** The problem **
The required output is every record, reproduced exactly.

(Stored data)
+-------+
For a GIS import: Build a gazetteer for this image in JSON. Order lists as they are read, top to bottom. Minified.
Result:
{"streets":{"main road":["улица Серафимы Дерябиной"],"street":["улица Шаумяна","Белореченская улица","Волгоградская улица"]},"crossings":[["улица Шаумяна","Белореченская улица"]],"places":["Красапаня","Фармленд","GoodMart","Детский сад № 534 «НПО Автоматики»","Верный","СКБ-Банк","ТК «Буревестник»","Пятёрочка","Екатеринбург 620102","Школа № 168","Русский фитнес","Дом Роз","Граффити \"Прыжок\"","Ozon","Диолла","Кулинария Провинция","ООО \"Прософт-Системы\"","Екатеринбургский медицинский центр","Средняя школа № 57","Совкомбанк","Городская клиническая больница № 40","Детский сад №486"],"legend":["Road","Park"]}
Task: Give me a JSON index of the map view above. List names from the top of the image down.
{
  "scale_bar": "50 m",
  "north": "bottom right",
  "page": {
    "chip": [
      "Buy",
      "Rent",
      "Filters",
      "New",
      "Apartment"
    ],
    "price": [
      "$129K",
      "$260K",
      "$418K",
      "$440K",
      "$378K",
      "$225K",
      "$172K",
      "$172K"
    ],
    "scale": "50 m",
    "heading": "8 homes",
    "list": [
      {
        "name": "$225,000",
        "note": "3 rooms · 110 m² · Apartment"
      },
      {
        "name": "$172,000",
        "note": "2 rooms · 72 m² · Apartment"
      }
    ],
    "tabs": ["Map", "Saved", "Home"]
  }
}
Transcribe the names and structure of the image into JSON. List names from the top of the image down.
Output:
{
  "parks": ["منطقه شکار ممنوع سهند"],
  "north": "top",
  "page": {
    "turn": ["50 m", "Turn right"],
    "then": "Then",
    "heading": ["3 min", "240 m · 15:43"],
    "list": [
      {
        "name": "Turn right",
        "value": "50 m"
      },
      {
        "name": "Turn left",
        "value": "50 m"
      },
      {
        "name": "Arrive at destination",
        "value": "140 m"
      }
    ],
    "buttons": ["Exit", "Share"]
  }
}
+-------+
** Answer to this problem **
For a GIS import: Build a gazetteer for this image in JSON. Order lists as they are read, top to bottom. Minified.
Result:
{"streets":{"main road":["улица Серафимы Дерябиной"],"street":["улица Шаумяна","Белореченская улица","Волгоградская улица"]},"crossings":[["улица Шаумяна","Белореченская улица"]],"places":["Красапаня","Фармленд","GoodMart","Детский сад № 534 «НПО Автоматики»","Верный","СКБ-Банк","ТК «Буревестник»","Пятёрочка","Екатеринбург 620102","Школа № 168","Русский фитнес","Дом Роз","Граффити \"Прыжок\"","Ozon","Диолла","Кулинария Провинция","ООО \"Прософт-Системы\"","Екатеринбургский медицинский центр","Средняя школа № 57","Совкомбанк","Городская клиническая больница № 40","Детский сад №486"],"legend":["Road","Park"]}
Task: Give me a JSON index of the map view above. List names from the top of the image down.
{
  "scale_bar": "50 m",
  "north": "bottom right",
  "page": {
    "chip": [
      "Buy",
      "Rent",
      "Filters",
      "New",
      "Apartment"
    ],
    "price": [
      "$129K",
      "$260K",
      "$418K",
      "$440K",
      "$378K",
      "$225K",
      "$172K",
      "$172K"
    ],
    "scale": "50 m",
    "heading": "8 homes",
    "list": [
      {
        "name": "$225,000",
        "note": "3 rooms · 110 m² · Apartment"
      },
      {
        "name": "$172,000",
        "note": "2 rooms · 72 m² · Apartment"
      }
    ],
    "tabs": ["Map", "Saved", "Home"]
  }
}
Transcribe the names and structure of the image into JSON. List names from the top of the image down.
Output:
{
  "parks": ["منطقه شکار ممنوع سهند"],
  "north": "top",
  "page": {
    "turn": ["50 m", "Turn right"],
    "then": "Then",
    "heading": ["3 min", "240 m · 15:43"],
    "list": [
      {
        "name": "Turn right",
        "value": "50 m"
      },
      {
        "name": "Turn left",
        "value": "50 m"
      },
      {
        "name": "Arrive at destination",
        "value": "140 m"
      }
    ],
    "buttons": ["Exit", "Share"]
  }
}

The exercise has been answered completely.